Responding to an address by the Bishop of Gloucester to the SPG in 1766, Chandler published Appeal to the Public in Behalf of the Church of England in America in New York in 1767. This drew attacks from Congregational and Presbyterian Church members, as well as newspapers in New York, Philadelphia and Boston. Prominent Congregational clergyman Dr. Charles Chauncy published The Appeal Answered, to which Chandler responded with The Appeal Defended (1769) and The Appeal Further Defended (1771) after Chauncy's Compleat View of Episcopay continued to oppose creation of an Anglican bishopric in the American colonies. Inglis also published a pamphlet supporting a North American-based bishop. In 1771, American churchmen sent Dr. Myles Cooper (Johnson's successor at Columbia College) to England to lobby for better treatment of the colonial church. However, Chandler remained in the colony, and became involved in concluding the literary affairs of his mentor, who died in 1772.

When the American Revolutionary War broke out, Chandler's loyalties remained with England, and his eldest son William volunteered and became a Captain in Loyalist forces in October 1776. After threats from the local Sons of Liberty, Chandler sailed to England in May 1775, where he remained for nearly a decade (joining Cooper and joined Inglis in either 1777 and/or 1783).
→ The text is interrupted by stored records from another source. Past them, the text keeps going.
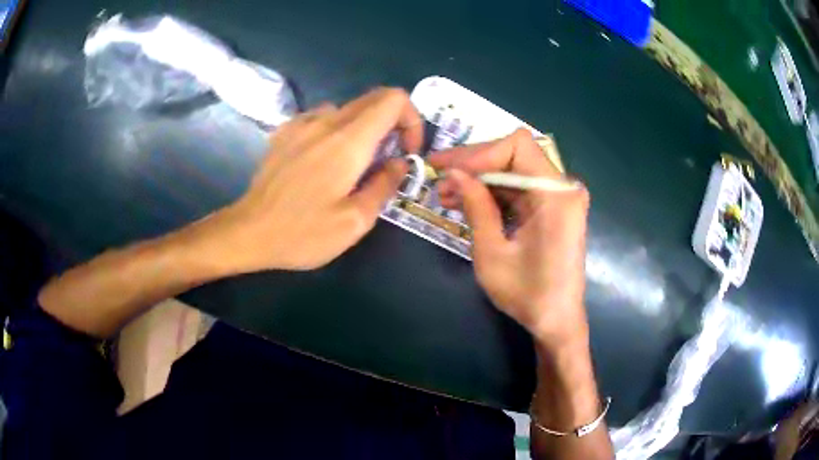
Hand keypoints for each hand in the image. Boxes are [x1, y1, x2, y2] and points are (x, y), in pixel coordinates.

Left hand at [204, 88, 422, 271]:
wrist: (249, 232)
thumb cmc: (302, 233)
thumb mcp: (355, 222)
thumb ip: (384, 185)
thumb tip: (399, 163)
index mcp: (348, 140)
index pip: (393, 99)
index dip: (411, 119)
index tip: (407, 152)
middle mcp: (326, 121)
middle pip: (374, 99)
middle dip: (393, 124)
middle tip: (388, 160)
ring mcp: (301, 123)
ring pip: (349, 109)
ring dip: (364, 129)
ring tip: (355, 165)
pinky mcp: (286, 131)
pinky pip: (322, 118)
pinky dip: (337, 131)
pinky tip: (324, 160)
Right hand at [429, 129, 589, 348]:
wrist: (557, 321)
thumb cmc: (527, 295)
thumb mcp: (492, 253)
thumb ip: (476, 207)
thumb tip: (454, 173)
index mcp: (556, 196)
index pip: (518, 146)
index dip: (480, 153)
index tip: (449, 170)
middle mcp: (563, 188)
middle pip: (515, 155)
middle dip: (474, 164)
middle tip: (438, 177)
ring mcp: (559, 197)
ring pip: (513, 170)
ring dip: (480, 180)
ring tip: (445, 194)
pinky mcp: (553, 207)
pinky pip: (520, 188)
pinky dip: (493, 193)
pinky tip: (466, 203)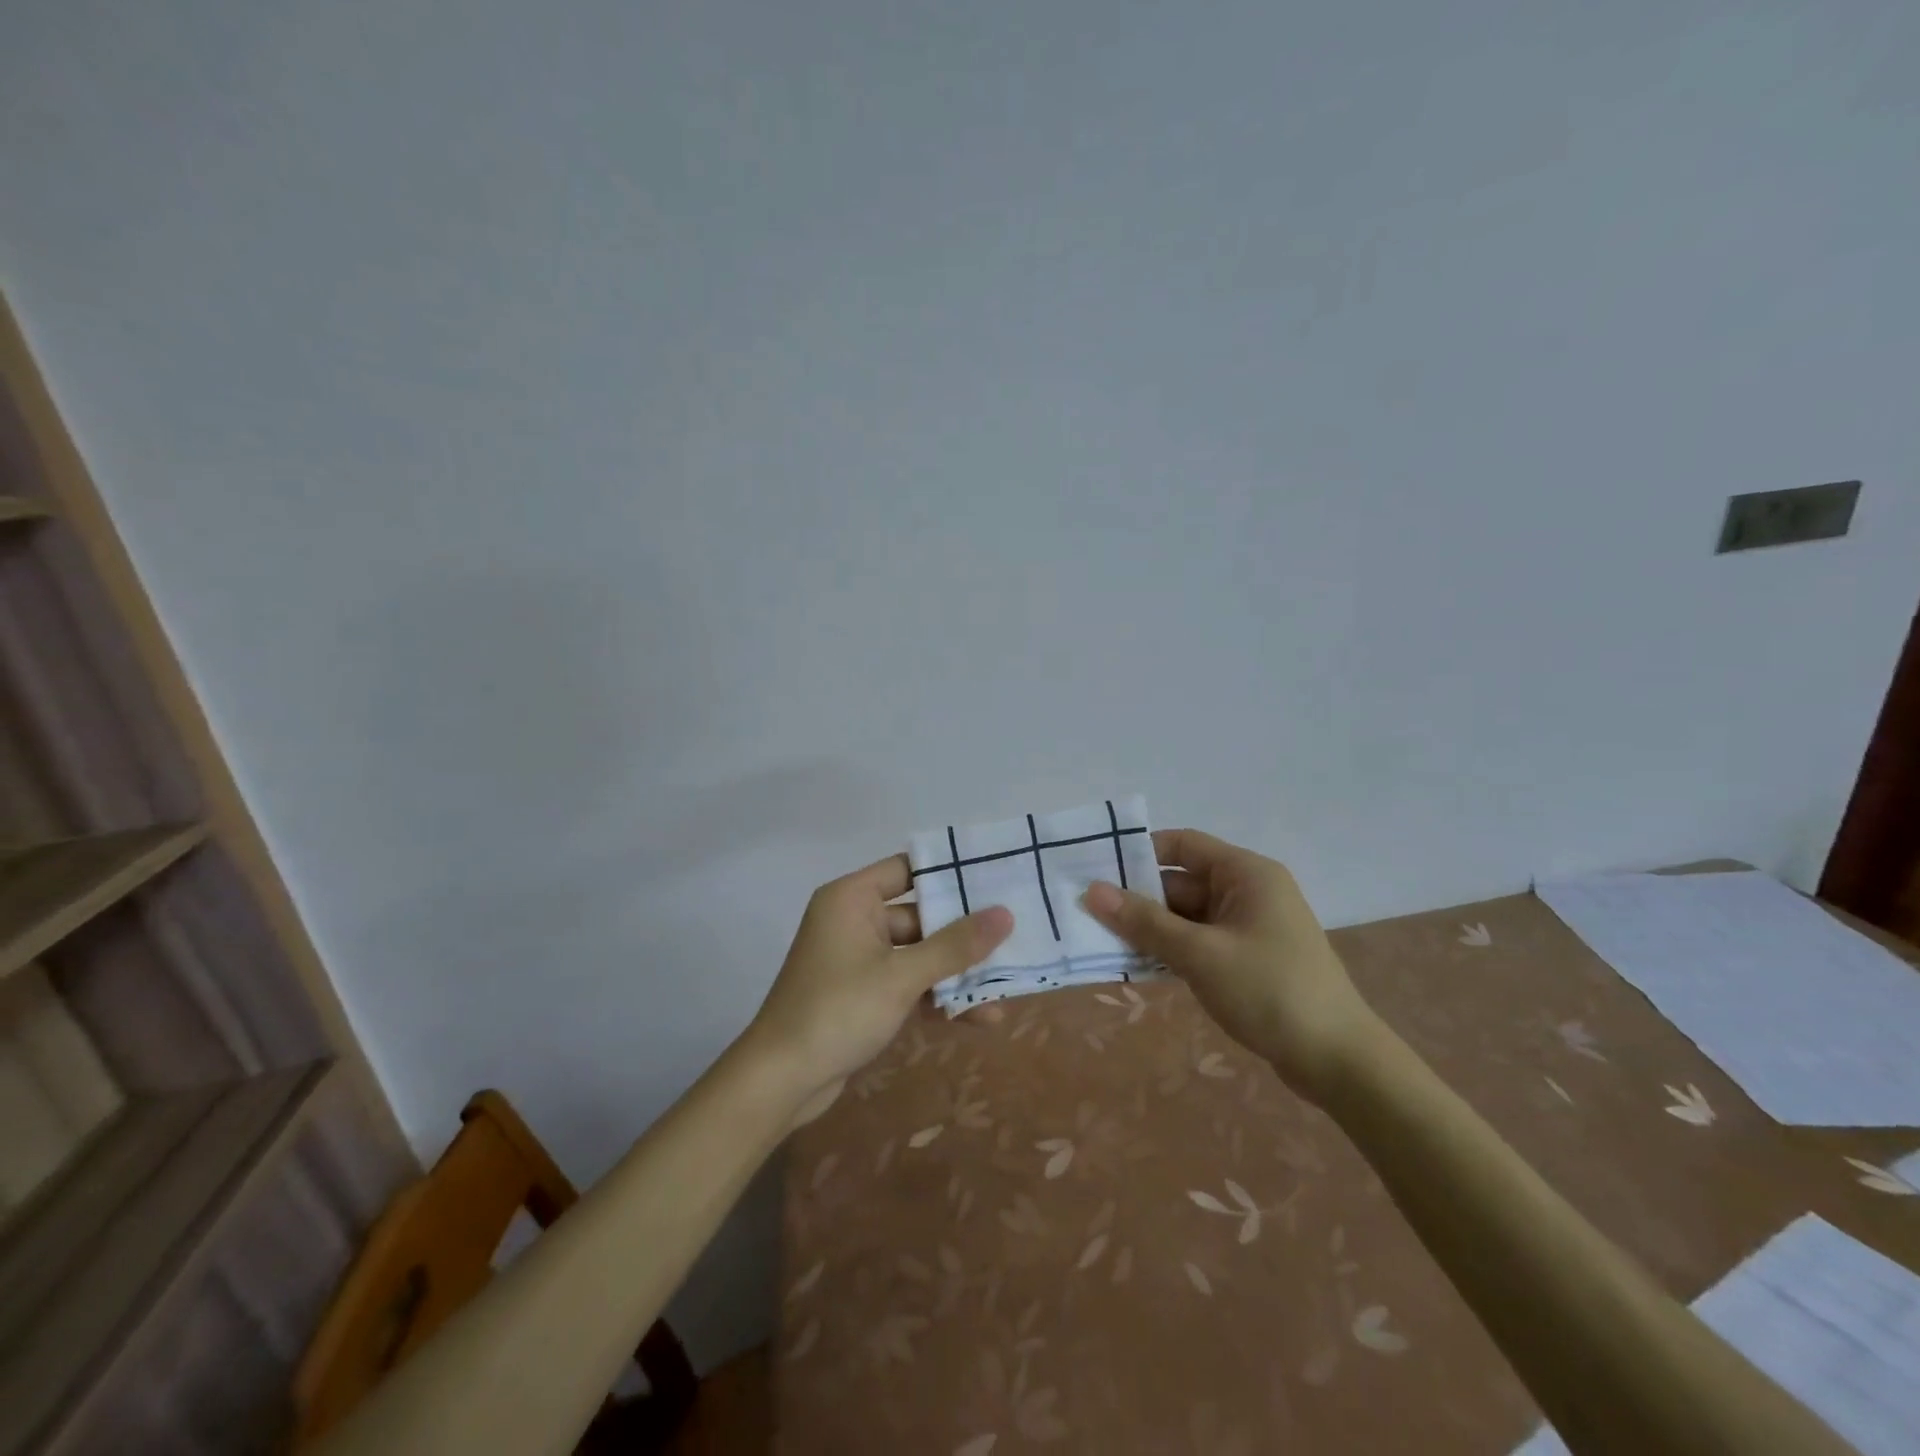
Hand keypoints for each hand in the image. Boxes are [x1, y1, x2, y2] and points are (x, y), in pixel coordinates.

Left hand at [747, 854, 1012, 1125]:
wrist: (780, 1082)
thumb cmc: (838, 1011)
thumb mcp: (902, 977)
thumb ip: (955, 946)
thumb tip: (1005, 913)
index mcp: (853, 899)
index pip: (908, 868)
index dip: (950, 872)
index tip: (996, 877)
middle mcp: (855, 920)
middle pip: (920, 915)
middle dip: (964, 933)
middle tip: (1015, 935)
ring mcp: (858, 960)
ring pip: (918, 955)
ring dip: (956, 973)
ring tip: (1006, 988)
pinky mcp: (863, 995)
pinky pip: (908, 984)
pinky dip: (937, 998)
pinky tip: (981, 1017)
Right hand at [1082, 828, 1377, 1100]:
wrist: (1338, 1061)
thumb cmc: (1269, 991)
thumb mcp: (1200, 954)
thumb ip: (1144, 921)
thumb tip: (1092, 891)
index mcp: (1246, 874)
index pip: (1183, 844)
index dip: (1140, 852)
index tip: (1097, 869)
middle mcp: (1248, 892)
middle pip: (1181, 882)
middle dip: (1138, 899)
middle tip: (1087, 913)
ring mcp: (1249, 927)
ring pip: (1187, 916)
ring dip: (1151, 929)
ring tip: (1101, 940)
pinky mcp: (1248, 959)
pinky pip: (1199, 942)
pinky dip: (1171, 950)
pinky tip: (1137, 966)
However, his daughter Catherine had married the son of Revolutionary General Elias Dayton (and brother of patriot lawyer Jonathan Dayton) and remained in New Jersey. In addition to his social activities on behalf of fellow Loyalists in England, Chandler also wrote pamphlets urging loyalty to England, which the Royal Printer printed and Loyalists distributed in the colonies. He also kept a diary which survives but was never published. While in England, Chandler continued to lobby for a bishop residing in North America. He facilitated contacts between non-Juror Dr. Cartwright, who helped negotiate the consecration of his fellow Loyalist and long-time friend Samuel Seabury by Scottish bishops led by the Rt. Rev. John Skinner in 1784.

In 1785, Chandler accepted his congregation's offer to return to New Jersey. However, a cancer developed on his face which prevented him from many official duties, although the vestry insisted that he remain their rector and live in the rectory even when incapacitated. In fact, the Church of England had offered to make Chandler the first Bishop of Nova Scotia, but he had declined in 1785. His Irish-born friend Charles Inglis thus became the first bishop of the Church of England in North America in 1787, with his seat in Nova Scotia. Despite his medical condition, Chandler continued to write, and the Memorial of the N.J. Convention, which Bishop William White believed Chandler wrote, was used to compile the declaration of intention and the formal creation of the Episcopal Church of the United States in 1789, as well as the authorized Preface of the standard Book of Common Prayer.

==Death and legacy==
Chandler died at his home in what was then known as Elizabethtown in 1790. His widow and son-in-law Elias Bailey Dayton were executors and proved his will in 1794. His body was buried in the churchyard of St. John's Episcopal Church (Elizabeth, New Jersey). There is a memorial to him in the parish church of Alton Barnes, Wiltshire, England.

His son-in-law, John Henry Hobart, is remembered on the Episcopal church calendar on September 12.